Debat Terakhir Paslon Paparkan Tentang Tata Kelola & Pelayanan Publik



Sebarkan :


Views: 22

Surabaya-Debat public terakhir Pilgub Jatim 2018 di Dyandra Convention Center Jalan Basuki Rahmat Surabaya Sabtu malam (23/6/2018), dua Paslon saling berargumen dengan programnya masing-masing.
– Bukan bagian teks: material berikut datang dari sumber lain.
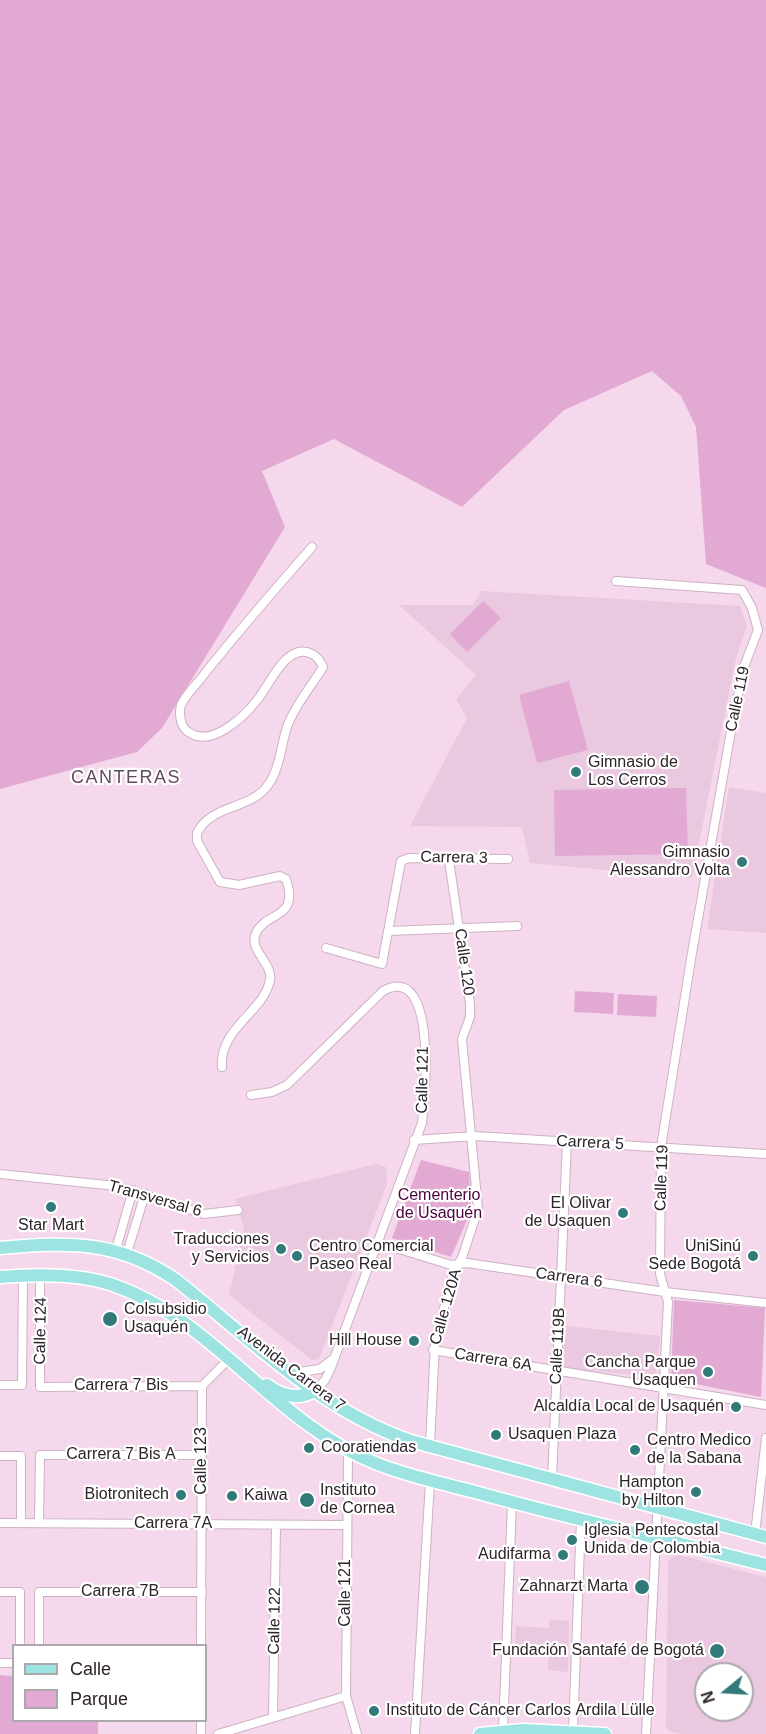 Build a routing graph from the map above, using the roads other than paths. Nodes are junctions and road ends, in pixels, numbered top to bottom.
1 (312, 547) dead end
2 (616, 581) dead end
3 (508, 859) dead end
4 (449, 860) junction
5 (517, 926) dead end
6 (460, 928) junction
7 (388, 931) junction
8 (326, 948) dead end
9 (222, 1067) dead end
10 (251, 1095) dead end
11 (470, 1136) junction
12 (414, 1140) junction
13 (567, 1142) junction
14 (662, 1147) junction
15 (766, 1154) edge
16 (0, 1173) edge
17 (133, 1190) junction
18 (145, 1194) junction
19 (238, 1210) dead end
20 (376, 1242) junction
21 (0, 1248) edge
22 (121, 1251) junction
23 (459, 1263) junction
24 (23, 1275) junction
25 (40, 1275) junction
26 (0, 1277) edge
27 (561, 1277) junction
28 (665, 1292) junction
29 (766, 1303) edge
30 (207, 1344) junction
31 (434, 1350) junction
32 (334, 1358) junction
33 (228, 1360) junction
34 (556, 1370) junction
35 (293, 1373) junction
36 (0, 1384) edge
37 (202, 1386) junction
38 (40, 1387) joint
39 (664, 1388) junction
40 (315, 1390) junction
41 (766, 1405) edge
42 (766, 1438) edge
43 (430, 1445) junction
44 (348, 1451) junction
45 (202, 1455) junction
46 (0, 1456) edge
47 (552, 1479) junction
48 (430, 1481) junction
49 (512, 1503) junction
50 (659, 1507) junction
51 (581, 1519) junction
52 (0, 1523) edge
53 (21, 1523) junction
54 (39, 1523) junction
55 (202, 1525) junction
56 (276, 1525) junction
57 (346, 1525) junction
58 (760, 1536) edge
59 (657, 1538) junction
60 (766, 1565) edge
61 (0, 1592) edge
62 (201, 1592) junction
63 (20, 1644) edge
64 (39, 1644) edge
65 (201, 1644) edge
66 (346, 1696) junction
67 (273, 1717) junction
68 (502, 1731) junction
69 (573, 1731) junction
70 (218, 1734) edge
71 (357, 1734) edge
72 (415, 1734) edge
73 (480, 1734) edge
74 (605, 1734) edge
75 (646, 1734) edge

1 - 9 street
2 - 14 street, Calle 119
3 - 4 street, Carrera 3
4 - 6 street, Calle 120
4 - 7 street, Carrera 3
5 - 6 street
6 - 7 street
6 - 11 street, Calle 120
7 - 8 street
10 - 12 street, Calle 121
11 - 12 street, Carrera 5
11 - 13 street, Carrera 5
11 - 23 street, Calle 120A
12 - 20 street, Calle 121
13 - 14 street, Carrera 5
13 - 27 street, Calle 119B
14 - 15 street, Carrera 5
14 - 28 street, Calle 119
16 - 17 street, Transversal 6
17 - 18 street, Transversal 6
17 - 22 street
18 - 19 street, Transversal 6
18 - 22 street
20 - 23 street, Carrera 6
20 - 32 street, Calle 121
21 - 22 main road, Avenida Carrera 7
22 - 35 main road, Avenida Carrera 7
23 - 27 street, Carrera 6
23 - 31 street, Calle 120A
24 - 25 main road, Avenida Carrera 7
24 - 26 main road, Avenida Carrera 7
24 - 36 street, Calle 124
25 - 30 main road, Avenida Carrera 7
25 - 38 street, Calle 124
27 - 28 street, Carrera 6
27 - 34 street, Calle 119B
28 - 29 street, Carrera 6
28 - 39 street, Calle 119
30 - 33 main road, Avenida Carrera 7
30 - 40 main road
31 - 34 street, Carrera 6A
31 - 43 street, Calle 120A
32 - 35 street
32 - 40 street, Calle 121
33 - 37 street
33 - 44 main road, Avenida Carrera 7
34 - 39 street, Carrera 6A
34 - 47 street, Calle 119B
35 - 40 main road, Avenida Carrera 7
37 - 38 street, Carrera 7 Bis
37 - 45 street, Calle 123
39 - 41 street, Carrera 6A
39 - 50 street, Calle 119
40 - 43 main road, Avenida Carrera 7
42 - 58 street
43 - 47 main road, Avenida Carrera 7
44 - 48 main road, Avenida Carrera 7
44 - 57 street, Calle 121
45 - 54 street, Carrera 7 Bis A
45 - 55 street, Calle 123
46 - 53 street
47 - 50 main road, Avenida Carrera 7
48 - 49 main road, Avenida Carrera 7
48 - 72 street
49 - 51 main road, Avenida Carrera 7
49 - 68 street
50 - 58 main road, Avenida Carrera 7
50 - 59 street, Calle 119
51 - 59 main road, Avenida Carrera 7
51 - 69 street
52 - 53 street, Carrera 7A
53 - 54 street, Carrera 7A
54 - 55 street, Carrera 7A
55 - 56 street, Carrera 7A
55 - 62 street, Calle 123
56 - 57 street, Carrera 7A
56 - 67 street, Calle 122
57 - 66 street, Calle 121
59 - 60 main road, Avenida Carrera 7
59 - 75 street, Calle 119
61 - 63 street
62 - 64 street, Carrera 7B
62 - 65 street, Calle 123
66 - 67 street
66 - 71 street, Calle 121
67 - 70 street
68 - 69 main road
68 - 73 main road
69 - 74 main road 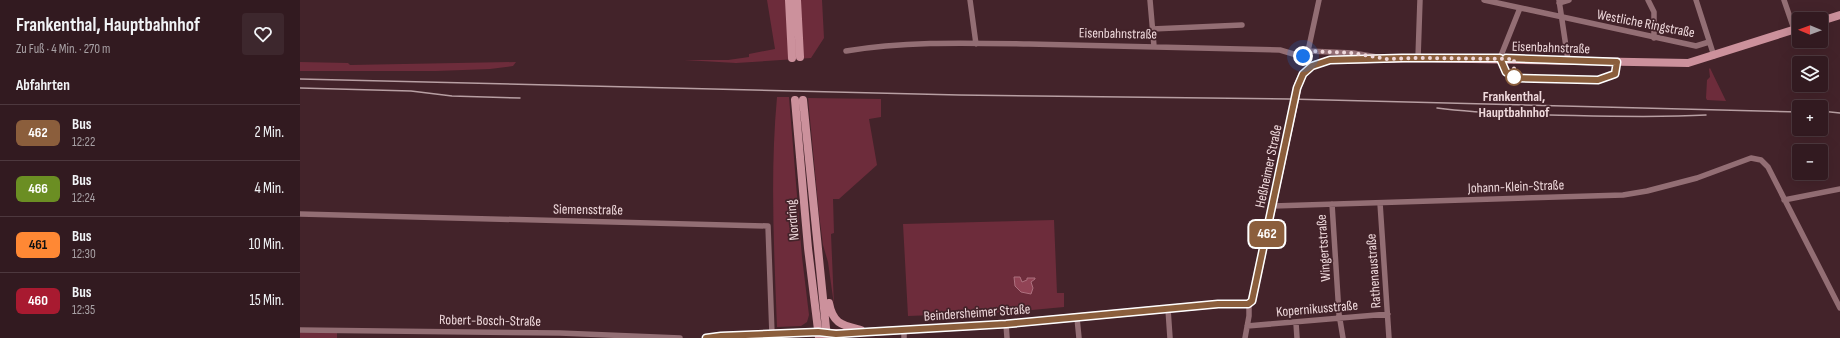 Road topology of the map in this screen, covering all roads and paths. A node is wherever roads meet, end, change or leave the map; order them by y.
1 (789, 0) edge
2 (797, 0) edge
3 (970, 0) edge
4 (1150, 0) edge
5 (1319, 0) edge
6 (1420, 0) edge
7 (1484, 0) edge
8 (1569, 0) edge
9 (1648, 0) edge
10 (1696, 0) edge
11 (1784, 0) edge
12 (1559, 2) edge
13 (1520, 8) junction
14 (1840, 14) edge
15 (1562, 18) junction
16 (1828, 18) edge
17 (1792, 19) edge
18 (1242, 25) dead end
19 (1152, 29) junction
20 (1792, 30) edge
21 (1654, 38) junction
22 (1709, 42) junction
23 (976, 44) junction
24 (1154, 46) junction
25 (846, 51) dead end
26 (1308, 51) junction
27 (1714, 56) junction
28 (1418, 58) junction
29 (1500, 58) junction
30 (1387, 59) junction
31 (1568, 60) junction
32 (1307, 70) joint
33 (1840, 189) edge
34 (1784, 200) junction
35 (1380, 203) junction
36 (1332, 204) junction
37 (1273, 206) junction
38 (300, 214) edge
39 (817, 242) junction
40 (1248, 304) junction
41 (1840, 308) edge
42 (1168, 309) junction
43 (1388, 314) junction
44 (1077, 318) junction
45 (1341, 318) junction
46 (1296, 322) junction
47 (1006, 324) junction
48 (1247, 326) junction
49 (300, 330) edge
50 (867, 332) junction
51 (772, 334) junction
52 (904, 334) edge
53 (497, 335) edge
54 (823, 335) edge
55 (680, 338) edge
56 (706, 338) edge
57 (1007, 338) edge
58 (1078, 338) edge
59 (1170, 338) edge
60 (1245, 338) edge
61 (1297, 338) edge
62 (1343, 338) edge
63 (1389, 338) edge

1 - 2 street
3 - 23 street
4 - 19 street
5 - 26 street
6 - 28 street
7 - 13 street, Westliche Ringstraße
8 - 12 street
9 - 21 street
10 - 22 street
11 - 17 street
12 - 15 street
13 - 15 street, Westliche Ringstraße
13 - 29 street
14 - 16 street
15 - 21 street, Westliche Ringstraße
15 - 31 street
18 - 19 street
19 - 24 street
20 - 27 street, Eisenbahnstraße
21 - 22 street, Westliche Ringstraße
22 - 27 street
23 - 24 street, Eisenbahnstraße
23 - 25 street, Eisenbahnstraße
24 - 26 street, Eisenbahnstraße
26 - 30 street, Eisenbahnstraße
27 - 31 street, Eisenbahnstraße
28 - 29 street, Eisenbahnstraße
28 - 30 street, Eisenbahnstraße
29 - 31 street, Eisenbahnstraße
30 - 32 street, Eisenbahnstraße
32 - 37 street, Heßheimer Straße
33 - 34 street
34 - 35 street, Johann-Klein-Straße
34 - 41 street
35 - 36 street, Johann-Klein-Straße
35 - 43 street, Rathenaustraße
36 - 37 street, Johann-Klein-Straße
36 - 45 street, Wingertstraße
37 - 40 street, Heßheimer Straße
38 - 51 street, Siemensstraße
39 - 50 street, Nordring
39 - 54 street, Nordring
39 - 54 street, Nordring
40 - 42 street, Beindersheimer Straße
40 - 48 street, Heßheimer Straße
42 - 44 street, Beindersheimer Straße
42 - 59 street
43 - 45 street, Kopernikusstraße
43 - 63 street, Rathenaustraße
44 - 47 street, Beindersheimer Straße
44 - 58 street
45 - 46 street, Kopernikusstraße
45 - 62 street, Wingertstraße
46 - 48 street, Kopernikusstraße
46 - 61 street
47 - 52 street, Beindersheimer Straße
47 - 57 street
48 - 60 street, Heßheimer Straße
49 - 53 street, Robert-Bosch-Straße
50 - 52 street, Beindersheimer Straße
50 - 54 street, Beindersheimer Straße
51 - 54 street, Beindersheimer Straße
51 - 56 street, Beindersheimer Straße
53 - 55 street, Robert-Bosch-Straße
Eko Sasmito Ketua KPU Jatim dalam sambutannya mengatakan, hari ini terakhir tahapan kampanye sekaligus debat terakhir merupakan kesempatan masyarakat Jatim mencermati sebagai bahan pertimbangan penentuan pilihan pada 27 Juni mendatang. Eko Sasmito juga mengingatkan bahwa proses Pilgub Jatim telah disepakati seluruh pihak, akan dilalui dengan Guyup Rukun tanpa kekerasan tanpa isu SARA dan ujaran kebencian.

 itu, tema yang diangkat adalah tentang Tata Kelola Pemerintahan dan Pelayanan Publik ini, dimana masing-masing diberikan 2 menit untuk memaparkan visi dan misi.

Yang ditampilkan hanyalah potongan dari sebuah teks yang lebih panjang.